Work to complete =
Find the string "this" in the records. Copy every line it appears in.

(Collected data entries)
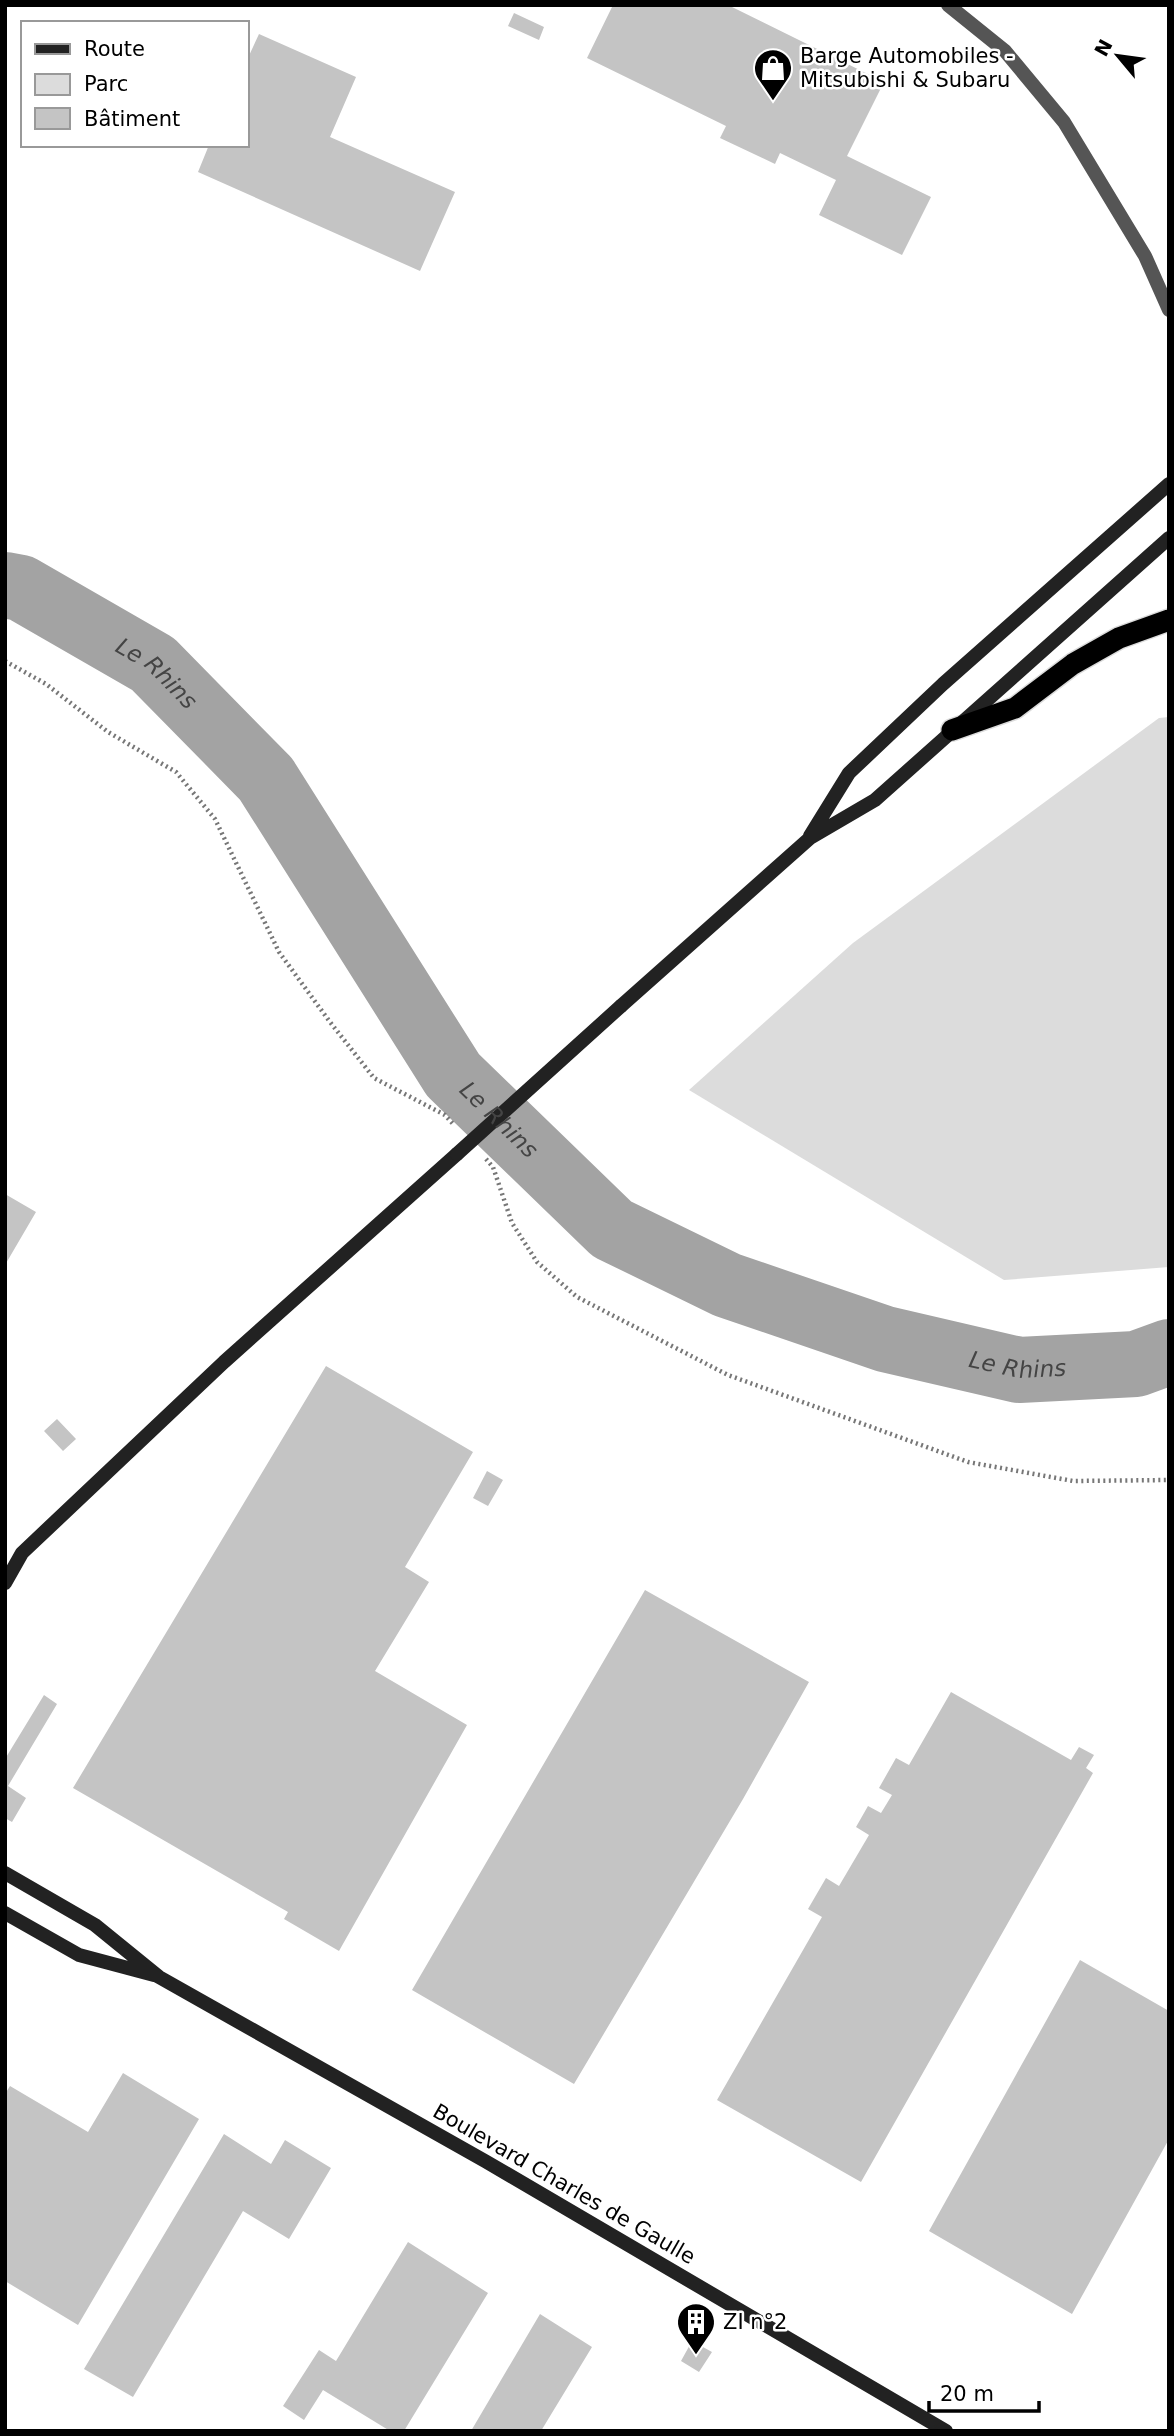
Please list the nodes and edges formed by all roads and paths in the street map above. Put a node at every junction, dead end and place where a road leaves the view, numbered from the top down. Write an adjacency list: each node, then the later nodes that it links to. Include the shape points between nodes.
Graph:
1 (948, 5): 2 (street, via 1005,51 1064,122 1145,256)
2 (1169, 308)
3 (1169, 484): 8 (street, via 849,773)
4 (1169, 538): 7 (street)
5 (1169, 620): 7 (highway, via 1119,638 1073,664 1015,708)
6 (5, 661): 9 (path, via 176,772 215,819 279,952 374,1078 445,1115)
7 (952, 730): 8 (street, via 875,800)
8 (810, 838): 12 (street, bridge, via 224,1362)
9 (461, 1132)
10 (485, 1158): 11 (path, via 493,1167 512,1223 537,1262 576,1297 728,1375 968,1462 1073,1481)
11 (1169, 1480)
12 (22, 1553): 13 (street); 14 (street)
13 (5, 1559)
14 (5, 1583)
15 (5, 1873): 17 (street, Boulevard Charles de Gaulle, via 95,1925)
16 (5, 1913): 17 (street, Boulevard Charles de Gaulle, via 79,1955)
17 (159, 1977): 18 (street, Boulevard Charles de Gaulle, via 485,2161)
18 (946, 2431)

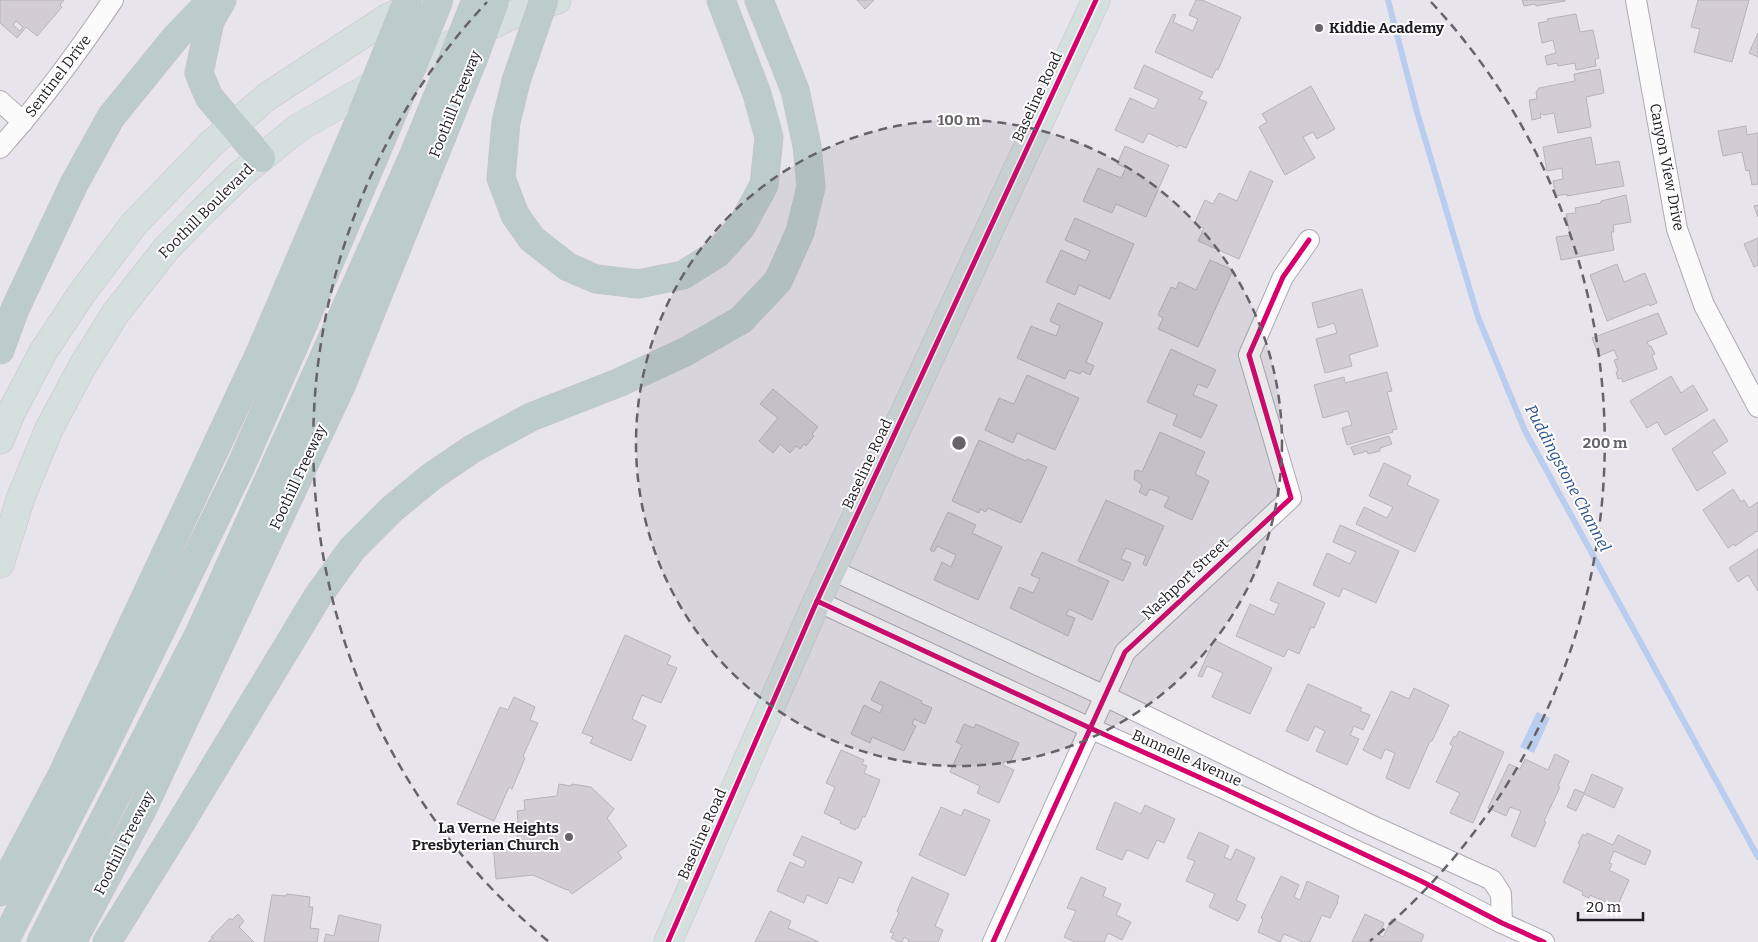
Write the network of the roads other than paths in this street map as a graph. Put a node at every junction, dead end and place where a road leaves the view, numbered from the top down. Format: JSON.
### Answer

...

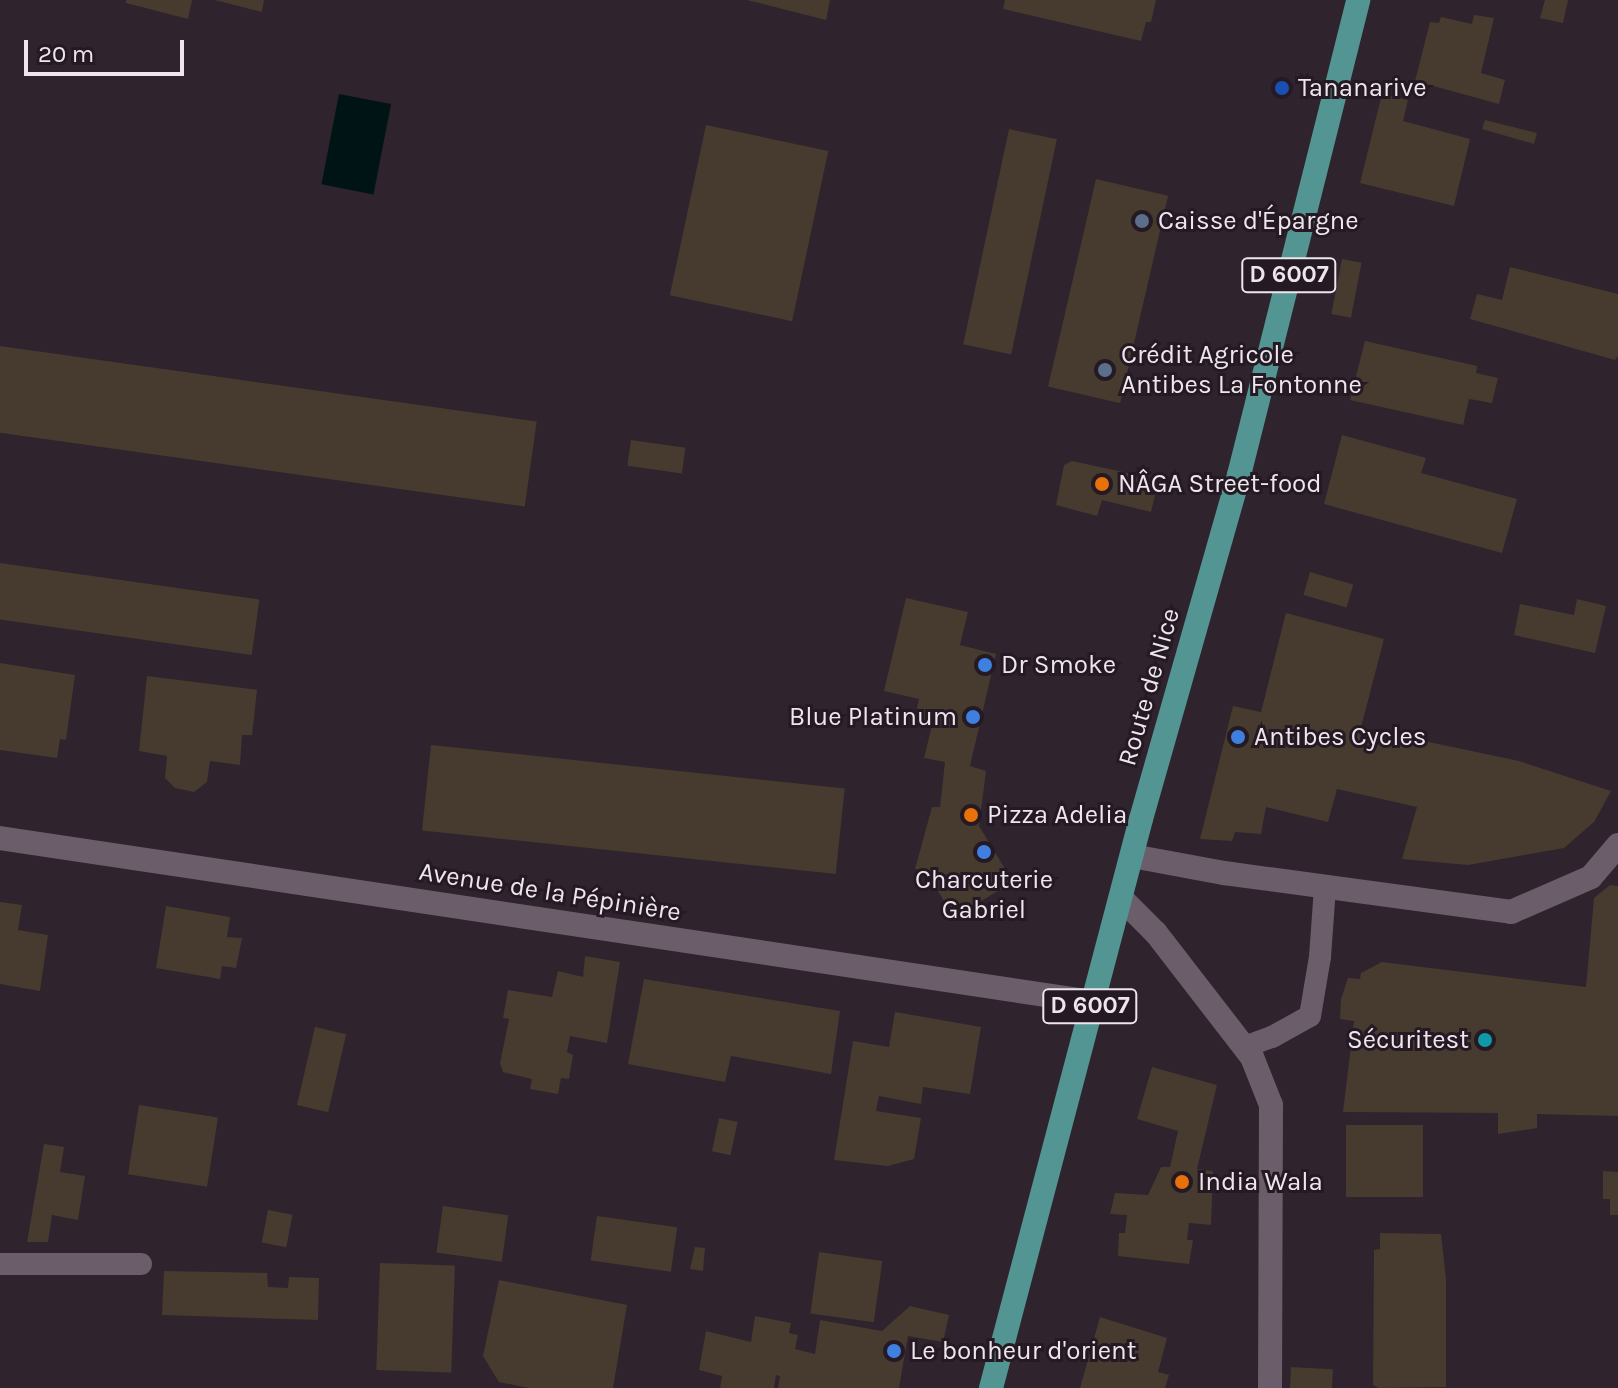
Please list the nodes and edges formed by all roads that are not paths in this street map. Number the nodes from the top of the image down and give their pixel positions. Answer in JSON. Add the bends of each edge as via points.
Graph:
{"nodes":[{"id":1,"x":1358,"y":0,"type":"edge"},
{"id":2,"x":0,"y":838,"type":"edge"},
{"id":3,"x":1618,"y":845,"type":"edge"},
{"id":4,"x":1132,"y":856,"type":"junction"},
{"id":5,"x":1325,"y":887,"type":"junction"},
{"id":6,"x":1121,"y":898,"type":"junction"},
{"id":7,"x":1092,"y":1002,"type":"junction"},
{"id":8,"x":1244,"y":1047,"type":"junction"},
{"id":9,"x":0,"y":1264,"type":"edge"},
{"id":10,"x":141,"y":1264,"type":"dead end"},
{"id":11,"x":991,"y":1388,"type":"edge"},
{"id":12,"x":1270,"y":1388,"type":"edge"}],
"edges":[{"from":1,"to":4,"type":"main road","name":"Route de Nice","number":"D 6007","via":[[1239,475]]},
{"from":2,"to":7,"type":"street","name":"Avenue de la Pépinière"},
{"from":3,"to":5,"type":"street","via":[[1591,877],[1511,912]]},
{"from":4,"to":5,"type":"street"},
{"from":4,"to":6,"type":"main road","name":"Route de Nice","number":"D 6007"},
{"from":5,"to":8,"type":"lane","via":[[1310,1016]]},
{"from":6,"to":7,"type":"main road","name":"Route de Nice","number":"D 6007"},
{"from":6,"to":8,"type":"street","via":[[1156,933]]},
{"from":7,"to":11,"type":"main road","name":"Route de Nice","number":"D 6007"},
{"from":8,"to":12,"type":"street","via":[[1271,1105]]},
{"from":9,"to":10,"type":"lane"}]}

Written solution =
Write the network of the roads other than paths in this street map as a graph. Put a node at every junction, dead end and place where a road leaves the view, numbered from the top down. Format: JSON.
Please list the nodes and edges formed by all roads that are not paths in this street map. Number the nodes from the top of the image down and give their pixel positions. Answer in JSON. Add the bends of each edge as via points.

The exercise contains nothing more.